Airy vs. Pratt isostasy and the “equal mass” vs. “equal pressure” assumptions
Isostasy is a fundamental concept in Geology, meaning that lighter crust floats on the denser underlying mantle. It thus explains why mountains and valleys are stable over large timescales. This is called isostatic equilibrium (this equilibrium can be disturbed by erosion or volcanic activity). There are two main ideas how mountain masses are supported (see Figure 1). In Pratt’s theory, the density changes across the surface and less dense crustal blocks “float” higher, whereas the more dense blocks form basins. On the other side, in Airy’s theory the density is constant, but the crustal blocks have different thicknesses. Higher mountains have deeper “roots” into the denser material below. Thus, in case of Pratt isostasy, one would expect a correlation between density and elevation across the surface of a planet, with mountains having lower densities.
In the study, Sori (2018) shows grain density measurements across several regions of Mercury (see Figure 2). Using MESSENGER’s topography maps, the author could then look for a correlation between density and elevation. As shown in Figure 3, such a correlation does not exist. Thus, it can be assumed that Airy isostasy is a better description for the topography of Mercury.
Now we come back to the meaning of “equal mass” and “equal pressure” approach. The latter one was used by the author of the study. This is the crucial difference that finally led to the new lower value for the crustal thickness. First, it is important to know that the gravitational potential is typically not constant across topographic lines (=lines of constant altitude) of a planet. This is due to variations in density. However, lines of constant gravitational potential (equipotential lines) can still be calculated. One such line of constant gravitational potential is the zero-level (on Earth roughly the sea level) and is called geoid. The quantity called geoid-topography ratio (GTR) thus reflects variations in density. And finally, the GTR is used to calculate the thickness of the crust. The main question is how equipotential surfaces are calculated. As shown by Douglas J. Hemingway and Isamu Matsuyama (2017), the spherical geometry of the problem must be taken into account when calculating equipotential surfaces (which will affect the crust thickness calculation). And here is the problem. Previous publications have assumed a constant width of the crustal blocks (in cartesian coordinates). This is what is called the “equal mass” approach, but in fact one would need to take into account the spherical symmetry (polar coordinates) and thus cone-shaped blocks that put different “pressure” on the surface (compare Figure 1 and Figure 5). This is why the newly calculated thickness is roughly 25% lower than previous results. Note that, the same issue will also affect previous calculations of other objects in the solar system. However, since the difference is larger for smaller objects, Mercury is affected most of all planets, since it is the smallest planet in the solar system.

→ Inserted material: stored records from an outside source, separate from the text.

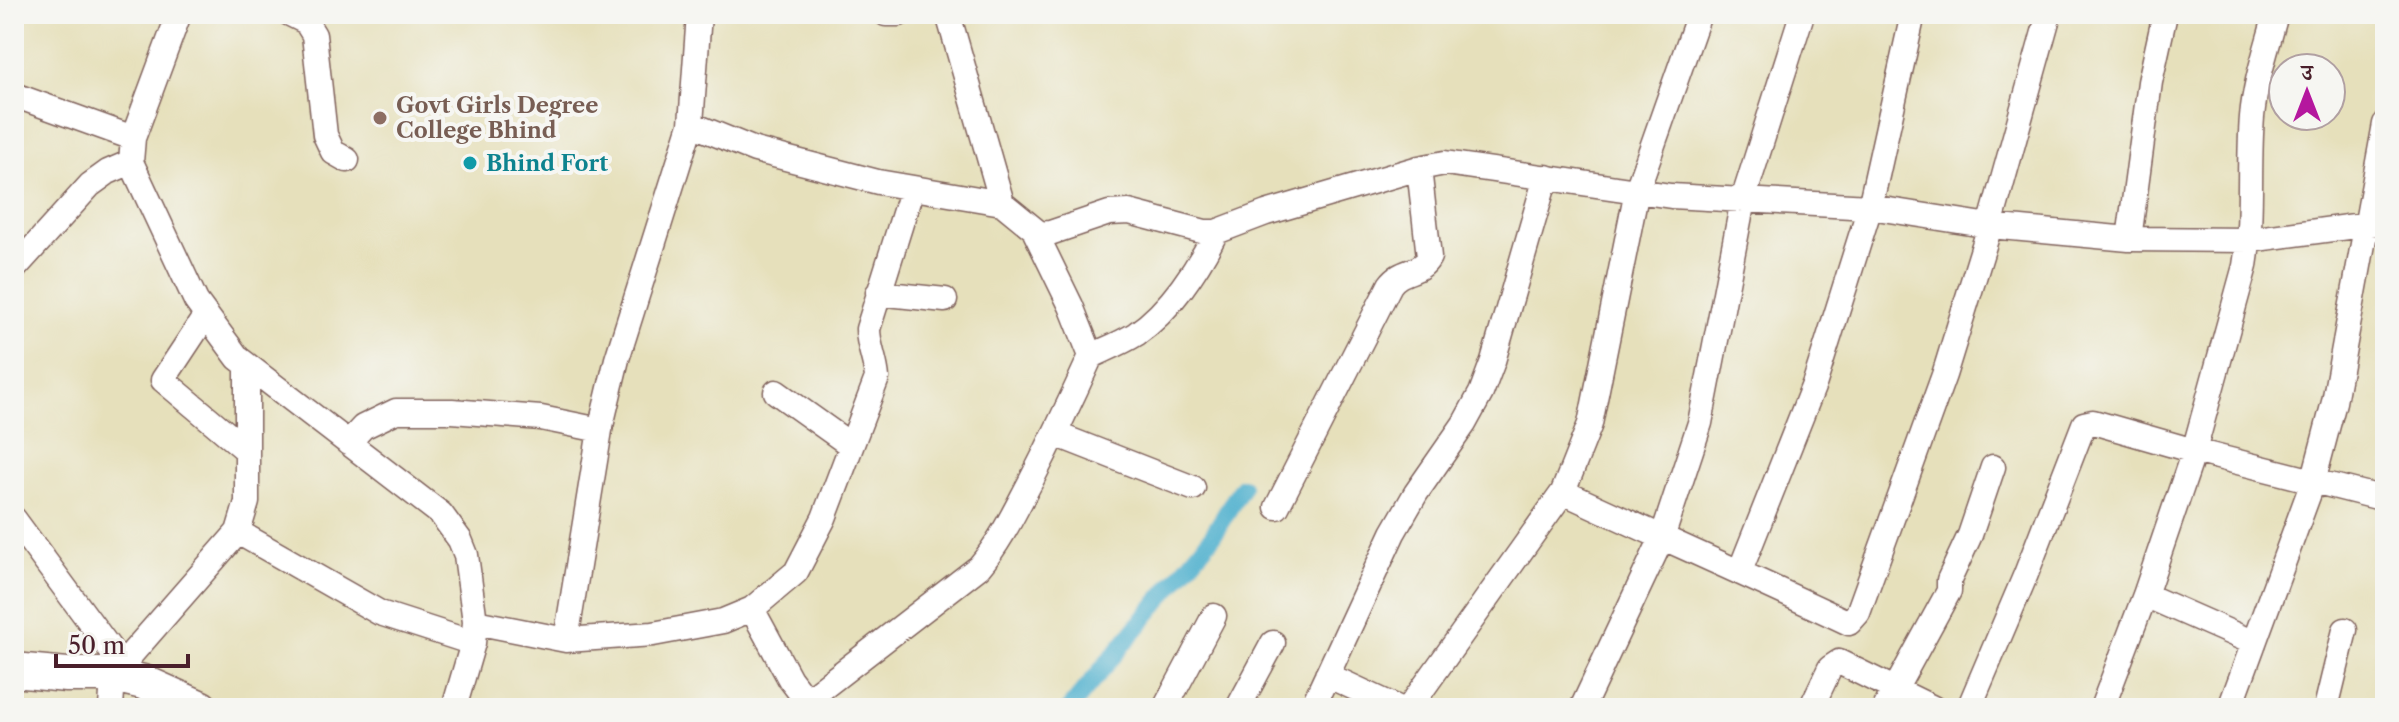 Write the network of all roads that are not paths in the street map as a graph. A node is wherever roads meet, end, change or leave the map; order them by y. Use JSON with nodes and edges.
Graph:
{"nodes":[{"id":1,"x":179,"y":14,"type":"edge"},
{"id":2,"x":290,"y":14,"type":"edge"},
{"id":3,"x":699,"y":14,"type":"edge"},
{"id":4,"x":886,"y":14,"type":"edge"},
{"id":5,"x":899,"y":14,"type":"edge"},
{"id":6,"x":948,"y":14,"type":"edge"},
{"id":7,"x":1699,"y":14,"type":"edge"},
{"id":8,"x":1802,"y":14,"type":"edge"},
{"id":9,"x":1913,"y":14,"type":"edge"},
{"id":10,"x":2049,"y":14,"type":"edge"},
{"id":11,"x":2165,"y":14,"type":"edge"},
{"id":12,"x":2276,"y":14,"type":"edge"},
{"id":13,"x":14,"y":95,"type":"edge"},
{"id":14,"x":691,"y":124,"type":"junction"},
{"id":15,"x":2385,"y":124,"type":"edge"},
{"id":16,"x":132,"y":150,"type":"junction"},
{"id":17,"x":347,"y":160,"type":"dead end"},
{"id":18,"x":1419,"y":168,"type":"junction"},
{"id":19,"x":1546,"y":177,"type":"junction"},
{"id":20,"x":912,"y":188,"type":"junction"},
{"id":21,"x":1637,"y":190,"type":"junction"},
{"id":22,"x":1743,"y":200,"type":"junction"},
{"id":23,"x":1002,"y":203,"type":"junction"},
{"id":24,"x":1870,"y":207,"type":"junction"},
{"id":25,"x":2376,"y":223,"type":"edge"},
{"id":26,"x":1990,"y":226,"type":"junction"},
{"id":27,"x":1034,"y":230,"type":"junction"},
{"id":28,"x":1216,"y":232,"type":"junction"},
{"id":29,"x":2129,"y":239,"type":"junction"},
{"id":30,"x":2249,"y":240,"type":"junction"},
{"id":31,"x":14,"y":269,"type":"edge"},
{"id":32,"x":878,"y":293,"type":"junction"},
{"id":33,"x":945,"y":300,"type":"dead end"},
{"id":34,"x":206,"y":315,"type":"junction"},
{"id":35,"x":1091,"y":356,"type":"junction"},
{"id":36,"x":247,"y":365,"type":"junction"},
{"id":37,"x":776,"y":392,"type":"dead end"},
{"id":38,"x":600,"y":430,"type":"junction"},
{"id":39,"x":1055,"y":434,"type":"junction"},
{"id":40,"x":348,"y":443,"type":"junction"},
{"id":41,"x":849,"y":444,"type":"junction"},
{"id":42,"x":245,"y":449,"type":"junction"},
{"id":43,"x":2194,"y":451,"type":"junction"},
{"id":44,"x":1993,"y":467,"type":"dead end"},
{"id":45,"x":2313,"y":482,"type":"junction"},
{"id":46,"x":1193,"y":488,"type":"dead end"},
{"id":47,"x":1563,"y":492,"type":"junction"},
{"id":48,"x":2385,"y":499,"type":"edge"},
{"id":49,"x":1277,"y":507,"type":"dead end"},
{"id":50,"x":14,"y":519,"type":"edge"},
{"id":51,"x":238,"y":532,"type":"junction"},
{"id":52,"x":1662,"y":538,"type":"junction"},
{"id":53,"x":1740,"y":571,"type":"junction"},
{"id":54,"x":2145,"y":595,"type":"junction"},
{"id":55,"x":752,"y":609,"type":"junction"},
{"id":56,"x":1214,"y":616,"type":"dead end"},
{"id":57,"x":2345,"y":630,"type":"dead end"},
{"id":58,"x":474,"y":633,"type":"junction"},
{"id":59,"x":566,"y":640,"type":"junction"},
{"id":60,"x":1273,"y":643,"type":"dead end"},
{"id":61,"x":2254,"y":643,"type":"junction"},
{"id":62,"x":14,"y":670,"type":"edge"},
{"id":63,"x":1327,"y":675,"type":"junction"},
{"id":64,"x":115,"y":682,"type":"edge"},
{"id":65,"x":1890,"y":698,"type":"edge"},
{"id":66,"x":809,"y":704,"type":"edge"},
{"id":67,"x":201,"y":708,"type":"edge"},
{"id":68,"x":454,"y":708,"type":"edge"},
{"id":69,"x":1165,"y":708,"type":"edge"},
{"id":70,"x":1238,"y":708,"type":"edge"},
{"id":71,"x":1312,"y":708,"type":"edge"},
{"id":72,"x":1398,"y":708,"type":"edge"},
{"id":73,"x":1409,"y":708,"type":"edge"},
{"id":74,"x":1582,"y":708,"type":"edge"},
{"id":75,"x":1811,"y":708,"type":"edge"},
{"id":76,"x":1933,"y":708,"type":"edge"},
{"id":77,"x":1969,"y":708,"type":"edge"},
{"id":78,"x":2102,"y":708,"type":"edge"},
{"id":79,"x":2230,"y":708,"type":"edge"},
{"id":80,"x":2326,"y":708,"type":"edge"}],
"edges":[{"from":1,"to":16,"type":"street"},
{"from":2,"to":17,"type":"street"},
{"from":3,"to":14,"type":"street"},
{"from":4,"to":5,"type":"street"},
{"from":6,"to":23,"type":"street"},
{"from":7,"to":21,"type":"street"},
{"from":8,"to":22,"type":"street"},
{"from":9,"to":24,"type":"street"},
{"from":10,"to":26,"type":"street"},
{"from":11,"to":29,"type":"street"},
{"from":12,"to":30,"type":"street"},
{"from":13,"to":16,"type":"street"},
{"from":14,"to":20,"type":"street"},
{"from":14,"to":38,"type":"street"},
{"from":15,"to":25,"type":"street"},
{"from":16,"to":31,"type":"street"},
{"from":16,"to":34,"type":"street"},
{"from":18,"to":19,"type":"street"},
{"from":18,"to":28,"type":"street"},
{"from":18,"to":49,"type":"street"},
{"from":19,"to":21,"type":"street"},
{"from":19,"to":63,"type":"street"},
{"from":20,"to":23,"type":"street"},
{"from":20,"to":32,"type":"street"},
{"from":21,"to":22,"type":"street"},
{"from":21,"to":47,"type":"street"},
{"from":22,"to":24,"type":"street"},
{"from":22,"to":52,"type":"street"},
{"from":23,"to":27,"type":"street"},
{"from":24,"to":26,"type":"street"},
{"from":24,"to":53,"type":"street"},
{"from":25,"to":30,"type":"street"},
{"from":25,"to":45,"type":"street"},
{"from":26,"to":29,"type":"street"},
{"from":26,"to":53,"type":"street"},
{"from":27,"to":28,"type":"street"},
{"from":27,"to":35,"type":"street"},
{"from":28,"to":35,"type":"street"},
{"from":29,"to":30,"type":"street"},
{"from":30,"to":43,"type":"street"},
{"from":32,"to":33,"type":"street"},
{"from":32,"to":41,"type":"street"},
{"from":34,"to":36,"type":"street"},
{"from":34,"to":42,"type":"street"},
{"from":35,"to":39,"type":"street"},
{"from":36,"to":40,"type":"street"},
{"from":36,"to":42,"type":"street"},
{"from":37,"to":41,"type":"street"},
{"from":38,"to":40,"type":"street"},
{"from":38,"to":59,"type":"street"},
{"from":39,"to":46,"type":"street"},
{"from":39,"to":66,"type":"street"},
{"from":40,"to":58,"type":"street"},
{"from":41,"to":55,"type":"street"},
{"from":42,"to":51,"type":"street"},
{"from":43,"to":45,"type":"street"},
{"from":43,"to":54,"type":"street"},
{"from":43,"to":77,"type":"street"},
{"from":44,"to":65,"type":"street"},
{"from":45,"to":48,"type":"street"},
{"from":45,"to":61,"type":"street"},
{"from":47,"to":52,"type":"street"},
{"from":47,"to":73,"type":"street"},
{"from":50,"to":64,"type":"street"},
{"from":51,"to":58,"type":"street"},
{"from":51,"to":64,"type":"street"},
{"from":52,"to":53,"type":"street"},
{"from":52,"to":74,"type":"street"},
{"from":54,"to":61,"type":"street"},
{"from":54,"to":78,"type":"street"},
{"from":55,"to":59,"type":"street"},
{"from":55,"to":66,"type":"street"},
{"from":56,"to":69,"type":"street"},
{"from":57,"to":80,"type":"street"},
{"from":58,"to":59,"type":"street"},
{"from":58,"to":68,"type":"street"},
{"from":60,"to":70,"type":"street"},
{"from":61,"to":79,"type":"street"},
{"from":62,"to":64,"type":"highway"},
{"from":63,"to":71,"type":"street"},
{"from":63,"to":72,"type":"street"},
{"from":64,"to":67,"type":"highway"},
{"from":65,"to":75,"type":"street"},
{"from":65,"to":76,"type":"street"}]}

As explained, the equal pressure approach is a better representation of a state of equilibrium. This is also supported by the fact that the new average crustal thickness value of 26±11 km agrees well with other MESSENGER based models and observations, e.g. with Mercury’s crust being of magmatic origin or excavation of mantle material onto the surface, which was proposed by Padovan et al. (2015).
With this publication another issue of Mercury could be resolved, but many things are left unknown and Mercury still keeps scientist busy. The next large step forward is likely to come when BepiColombo finally orbits Mercury in 2025.